Seattle moved the ball well in this series and though they ended up short of a touchdown (they got a FG), it was super encouraging to see these types of formations and route concepts integrated into the offense. It keeps defenses off balance, it makes the account for these types of things, practice for them, etc. I've heard Greg Cosell mention that Seattle has very basic route combinations and have heard that Mike Holmgren mentioned the Seahawks have a 'predictable' passing game. Well, I don't know if that's intentional or not, but maybe that's something that can be fixed.

As Davis Hsu is pointing out on Twitter as I write this,

Russell Wilson has attacked short left (under 15 yards) only 36 times in 2012, the lowest in NFL, but attacked deep left 21 times (3rd highest in NFL). He is firmly bottom quartile in attempts, YPA and completion percentage to the short middle, and yes this is related to height & yes it relates to 3rd down.

Basically, Wilson, from looking at these charts - he is good to the deep left, deep right, short right, and not terribly effective short left & short middle. Conversely, Drew Brees is phenomenal in all areas - short and deep, left & right - and his "balance" to spread the ball is so good it looks fake. Brees has no strong tendencies or weaknesses left or right, short or deep or middle - from my view in 2012-2013 stats. He is elite.

Zero doubt Seattle (Pete Carroll and John Schneider) know exactly what Brees' historical "scatter charts" look like for his whole career and are keeping track of Wilson's scatter charts for his budding career - they know.

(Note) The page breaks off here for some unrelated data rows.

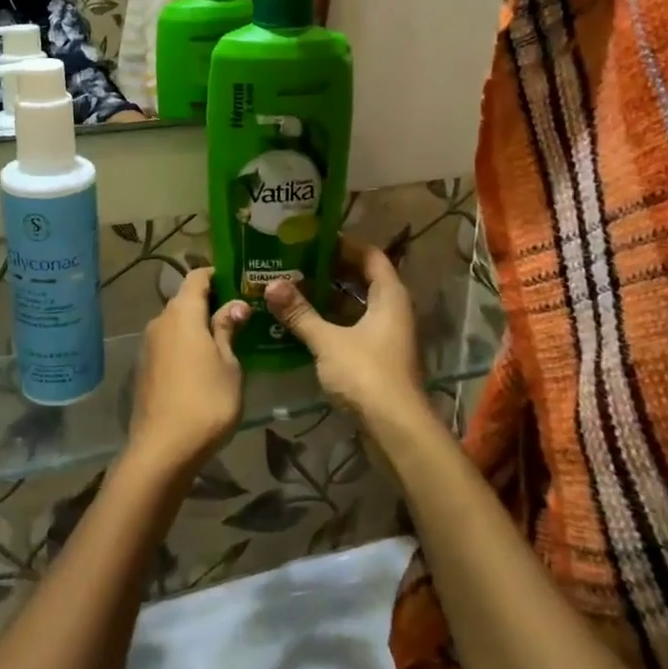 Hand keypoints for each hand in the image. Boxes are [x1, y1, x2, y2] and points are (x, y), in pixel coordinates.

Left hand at [128, 269, 250, 479]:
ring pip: (177, 323)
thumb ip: (227, 330)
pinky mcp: (145, 367)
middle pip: (186, 299)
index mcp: (182, 313)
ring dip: (199, 325)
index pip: (197, 276)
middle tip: (242, 313)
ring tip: (228, 337)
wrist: (163, 449)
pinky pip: (169, 343)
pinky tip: (205, 362)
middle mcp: (160, 321)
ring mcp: (149, 345)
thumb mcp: (229, 364)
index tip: (242, 282)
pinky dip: (187, 344)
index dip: (219, 275)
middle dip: (212, 301)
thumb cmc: (206, 402)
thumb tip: (234, 305)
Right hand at [266, 240, 423, 425]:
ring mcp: (386, 335)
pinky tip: (302, 323)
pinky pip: (353, 327)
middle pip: (362, 279)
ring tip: (292, 288)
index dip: (344, 244)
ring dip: (328, 298)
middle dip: (330, 271)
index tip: (312, 239)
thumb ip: (300, 313)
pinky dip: (331, 322)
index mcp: (390, 295)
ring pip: (356, 306)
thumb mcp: (328, 341)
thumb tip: (271, 285)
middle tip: (295, 262)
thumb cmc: (366, 374)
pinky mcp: (378, 357)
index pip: (370, 255)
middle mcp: (393, 309)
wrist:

Yes. They know. And I have no doubt they study New Orleans' playbook, because they'd be stupid not to. Brees spreads the ball around in every sense of the word, and Wilson still has exploitable weak spots that teams scheme for. It's natural and expectable.

Anyway. Those are my thoughts. I saw what you saw. The offense looked clunky at times. We're still waiting for it to hit on all cylinders. The 3rd down percentage creeped up in this one (38%) and if Golden doesn't drop a slant route pass that went through his hands, it'd look a lot better. If Seattle doesn't get a holding call on James Carpenter on a Russell Wilson scramble, it looks a lot better.

Overall, I think that the bones are there and things are getting better, not getting worse, but there is still a lot of tinkering to do. On second viewing, I actually felt a lot better about everything than I did while watching it live. There are some exciting changes going on. Wilson is being forced to be more complete. He's being forced out of the pocket quickly and he's being forced to develop the intermediate range with teams scheming away the deep bombs. I'm legitimately excited to see how things develop on third downs and in this intermediate passing game. I'm guessing some of these bunch routes and spread looks will show up over the next few weeks.